Три напрасных года - стр. 20

– Кто у нас отличник? Агарков? В распоряжение главного старшины Ничкова.

День тружусь, второй. Нравится мне Ничков, я ему, похоже, тоже. Не панибратсвуем, но и обходимся без уставных прелюдий. Он мне – Толян; я ему – Саня.

Трудимся. Заходит старшина первой статьи Петрыкин (в миру – Тундра, так как родом из Заполярья). Он – освобождённый комсомольский работник, вернее – безработник, так как целыми днями ни хрена не делает, слоняется по роте, ищет над кем приколоться. Заглянул в чеплашку с клеем:

– О-па-на! Кончился. Ну-ка, курсант, шилом в подвал. Найдёшь мичмана Казеинова, попросишь у него кузевалу – клей такой.

Я без задних мыслей в подвал. Бродил, бродил, нашёл – в какой-то бендежке два мичмана в шахматы режутся.

– Разрешите обратиться?

– Валяй.

– Ищу мичмана Казеинова.

Смотрю, собеседник мой побагровел и брови сдвинул, а партнёр его гримасничает – улыбку душит.

– Для чего?

Я чеплашку подаю, хотя уже чувствую, влип во что-то.

– Кузевалу надо – клей такой.

Один мичман закашлялся. Второй говорит:

– Какой педераст тебя послал?

– Никак нет, товарищ мичман – старшина первой статьи Петрыкин.

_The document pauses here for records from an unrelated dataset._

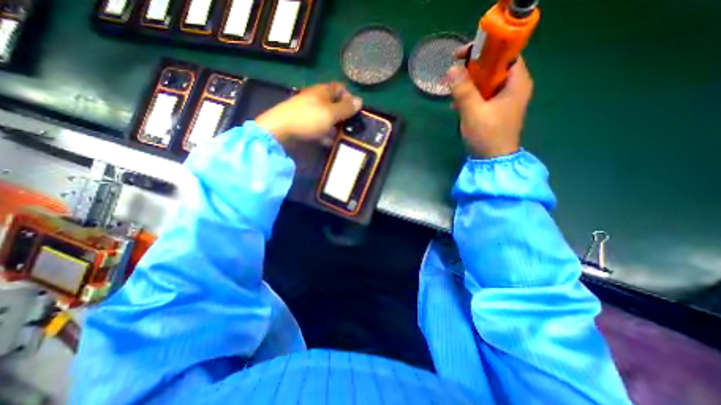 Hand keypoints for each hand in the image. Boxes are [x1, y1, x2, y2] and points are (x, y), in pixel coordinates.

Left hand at [256, 81, 362, 142]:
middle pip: (334, 104)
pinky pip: (318, 127)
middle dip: (343, 115)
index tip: (354, 111)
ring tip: (341, 137)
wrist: (280, 130)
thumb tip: (360, 100)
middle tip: (350, 127)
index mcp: (323, 91)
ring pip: (327, 117)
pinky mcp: (303, 123)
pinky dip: (325, 133)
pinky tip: (328, 142)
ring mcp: (308, 111)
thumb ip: (346, 108)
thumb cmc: (309, 119)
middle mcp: (316, 99)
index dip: (349, 97)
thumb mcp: (331, 113)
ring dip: (335, 126)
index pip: (340, 88)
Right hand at [448, 48, 531, 156]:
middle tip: (453, 76)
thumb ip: (463, 90)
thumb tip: (452, 69)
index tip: (460, 56)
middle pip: (493, 68)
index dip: (483, 50)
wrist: (493, 161)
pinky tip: (457, 105)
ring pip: (486, 82)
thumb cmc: (487, 135)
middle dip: (471, 70)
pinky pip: (483, 96)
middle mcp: (514, 87)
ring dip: (468, 85)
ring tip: (453, 94)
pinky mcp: (496, 110)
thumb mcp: (473, 111)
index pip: (503, 54)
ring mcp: (505, 99)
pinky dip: (470, 97)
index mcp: (516, 82) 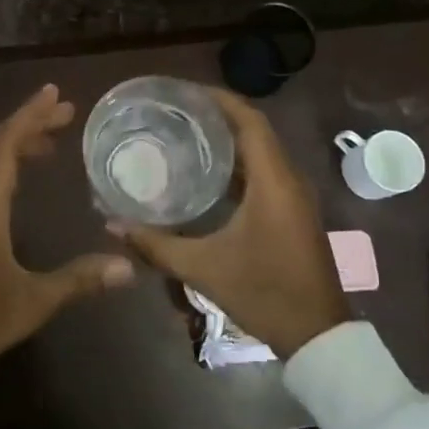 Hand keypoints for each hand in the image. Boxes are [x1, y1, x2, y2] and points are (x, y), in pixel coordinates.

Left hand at [0, 84, 134, 371]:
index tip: (54, 94)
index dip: (30, 115)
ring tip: (42, 148)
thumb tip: (127, 267)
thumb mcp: (30, 303)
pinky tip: (10, 185)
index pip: (5, 145)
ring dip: (5, 143)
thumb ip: (78, 280)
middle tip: (62, 119)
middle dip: (25, 125)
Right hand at [110, 86, 349, 357]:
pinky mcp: (292, 213)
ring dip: (228, 140)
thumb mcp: (204, 268)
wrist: (316, 335)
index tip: (185, 92)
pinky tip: (206, 175)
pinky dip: (237, 165)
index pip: (250, 121)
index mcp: (273, 181)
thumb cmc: (264, 292)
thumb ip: (156, 245)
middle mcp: (288, 180)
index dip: (219, 100)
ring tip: (185, 135)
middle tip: (176, 112)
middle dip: (217, 116)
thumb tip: (112, 225)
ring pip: (260, 153)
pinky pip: (264, 173)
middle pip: (254, 131)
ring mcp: (293, 198)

– Старшина твой и есть настоящий педераст. Скажи, что вечерком я к нему загляну.

Когда вернулся с казеиновым клеем, Петрыкин встрепенулся со стула, на котором сидел, помахивая ножкой.

– Принёс?

– Так точно.

– Что сказал мичман Казеинов? – Петрыкин подмигнул Ничкову.

А я включил швейка – то есть, напустил на себя наиглупейший вид – и отвечаю:

– Сказал, что старшина, меня пославший, педераст, и он вечером его навестит. Спросил фамилию.

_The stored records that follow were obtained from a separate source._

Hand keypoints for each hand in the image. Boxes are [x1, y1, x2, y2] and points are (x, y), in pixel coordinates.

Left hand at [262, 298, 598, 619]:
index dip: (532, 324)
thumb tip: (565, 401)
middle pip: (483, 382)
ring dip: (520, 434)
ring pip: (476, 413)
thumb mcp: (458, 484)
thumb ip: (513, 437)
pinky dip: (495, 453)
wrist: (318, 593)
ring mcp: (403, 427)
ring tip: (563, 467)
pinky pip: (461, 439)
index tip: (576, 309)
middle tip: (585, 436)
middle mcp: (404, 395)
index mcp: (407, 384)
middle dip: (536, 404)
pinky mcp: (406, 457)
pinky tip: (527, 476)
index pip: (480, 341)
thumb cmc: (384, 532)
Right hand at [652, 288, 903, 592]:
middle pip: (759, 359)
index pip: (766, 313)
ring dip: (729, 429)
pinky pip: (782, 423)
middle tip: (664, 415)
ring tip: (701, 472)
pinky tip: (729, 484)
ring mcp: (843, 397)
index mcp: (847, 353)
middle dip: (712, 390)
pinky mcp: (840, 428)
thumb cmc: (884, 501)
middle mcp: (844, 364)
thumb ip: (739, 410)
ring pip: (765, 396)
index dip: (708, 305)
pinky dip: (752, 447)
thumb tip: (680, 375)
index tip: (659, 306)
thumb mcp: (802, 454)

Петрыкин побелел, как песец полярной ночью:

– И ты сказал?

– Так точно.

– Тьфу! – Петрыкин спешно покинул нас.

Ничков улыбался ему в спину.

Вскоре нужда в помощнике иссякла, и он вернул меня, откуда брал – прямо на политзанятия.

– Ага, командировочный! – обрадовался Ежов. – А ну-ка скажите нам, товарищ прогульщик, что значит быть храбрым?

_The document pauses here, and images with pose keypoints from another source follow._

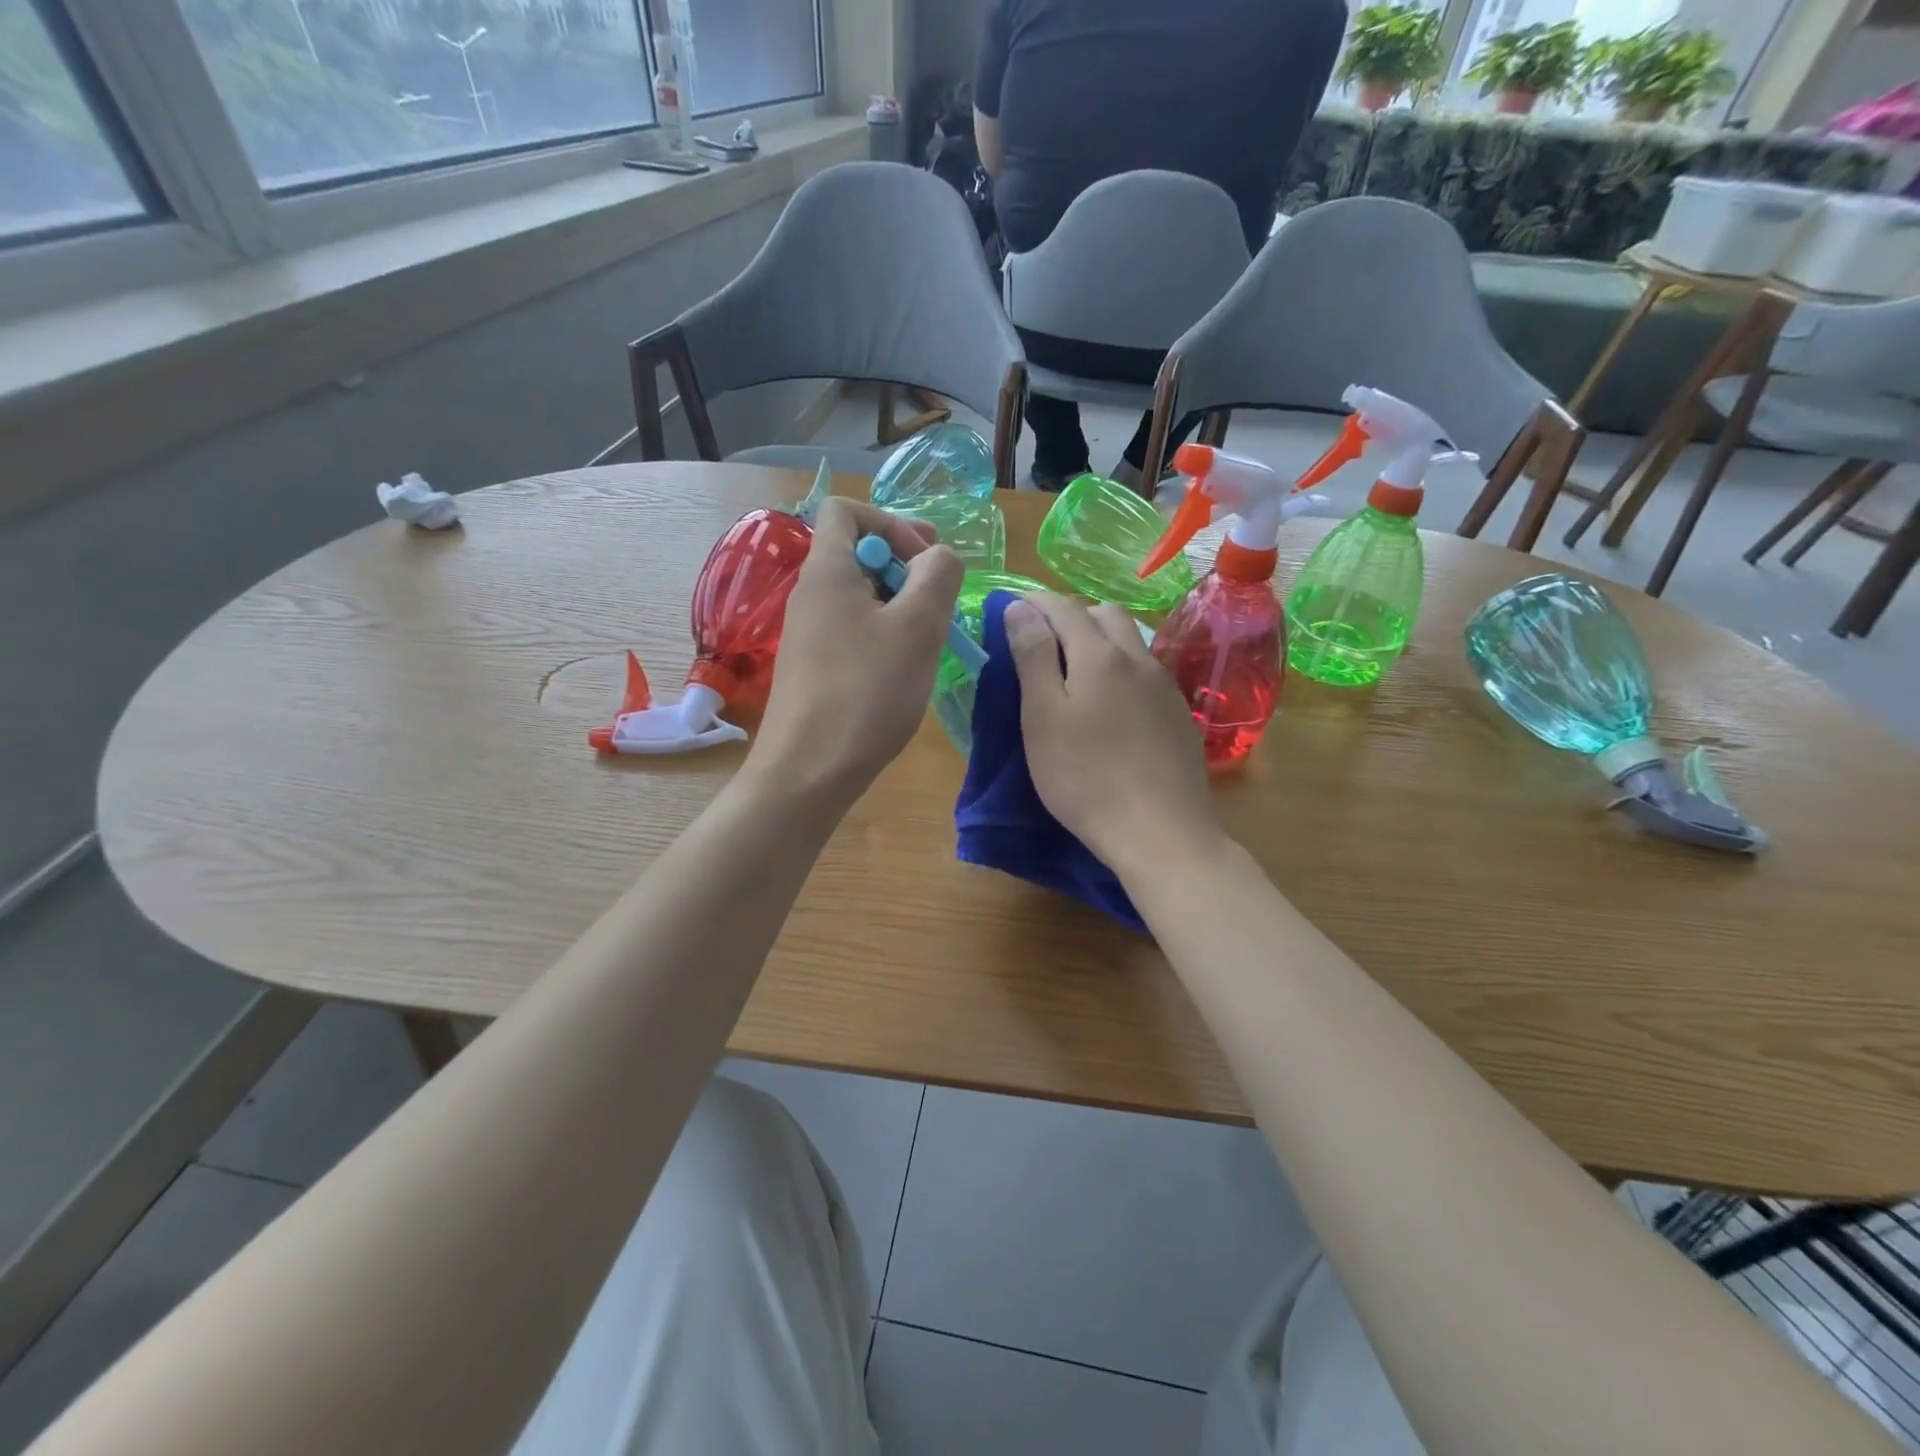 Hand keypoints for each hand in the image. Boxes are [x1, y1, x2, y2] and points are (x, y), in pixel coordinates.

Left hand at [748, 496, 963, 813]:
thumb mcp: (917, 627)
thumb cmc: (866, 693)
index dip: (892, 521)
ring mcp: (809, 633)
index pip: (847, 509)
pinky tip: (905, 669)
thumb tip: (939, 557)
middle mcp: (810, 594)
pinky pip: (854, 630)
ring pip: (861, 596)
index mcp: (827, 571)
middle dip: (906, 567)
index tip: (926, 561)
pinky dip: (885, 636)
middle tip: (939, 602)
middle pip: (859, 552)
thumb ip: (938, 576)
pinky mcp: (815, 667)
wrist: (808, 772)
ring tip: (929, 639)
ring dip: (901, 605)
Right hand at [1004, 593, 1222, 876]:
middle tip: (1044, 641)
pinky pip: (1148, 673)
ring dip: (1102, 641)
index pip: (1064, 607)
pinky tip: (1114, 704)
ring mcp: (1165, 687)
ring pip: (1132, 643)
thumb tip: (1021, 607)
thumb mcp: (1042, 717)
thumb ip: (1032, 657)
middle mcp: (1138, 659)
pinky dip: (1123, 670)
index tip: (1012, 609)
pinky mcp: (1180, 716)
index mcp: (1099, 655)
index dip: (1035, 602)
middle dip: (1072, 615)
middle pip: (1106, 614)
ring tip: (1077, 671)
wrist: (1160, 831)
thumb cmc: (1085, 777) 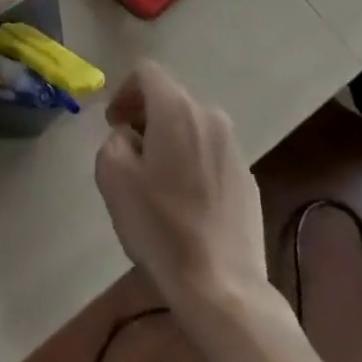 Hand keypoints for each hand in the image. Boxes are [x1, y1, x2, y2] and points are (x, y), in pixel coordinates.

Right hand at [94, 63, 267, 309]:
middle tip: (130, 149)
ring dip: (172, 139)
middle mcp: (210, 117)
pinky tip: (186, 201)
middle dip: (147, 116)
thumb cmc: (161, 226)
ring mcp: (234, 150)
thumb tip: (131, 137)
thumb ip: (114, 139)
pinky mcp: (249, 181)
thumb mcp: (112, 175)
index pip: (146, 72)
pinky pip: (212, 155)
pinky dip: (194, 163)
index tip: (114, 123)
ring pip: (193, 127)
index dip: (124, 91)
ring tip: (158, 178)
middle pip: (171, 98)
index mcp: (176, 109)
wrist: (224, 289)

Я и до места не дошёл, прямо от дверей поплёл:

– Ну, понимаете…. Надо человеку через речку перебраться, а мостик узенький, ему страшно – вот он по-пластунски переполз. Обошлось – не свалился. Следующий раз на карачках. Потом просто перешёл – храбрец. Значит, быть храбрым – это побеждать свой страх.

– А! – недовольно махнул на меня Ежов. – Вот она цена пропущенных занятий. Кто скажет?

Поднялся кто-то, рапортует:

– Быть храбрым – это значит брать высокие соцобязательства и выполнять их.

Ежов:

– Молодец. Пять.

– Ага, – бурчу, усаживаясь за парту. – А перевыполнять – героизм.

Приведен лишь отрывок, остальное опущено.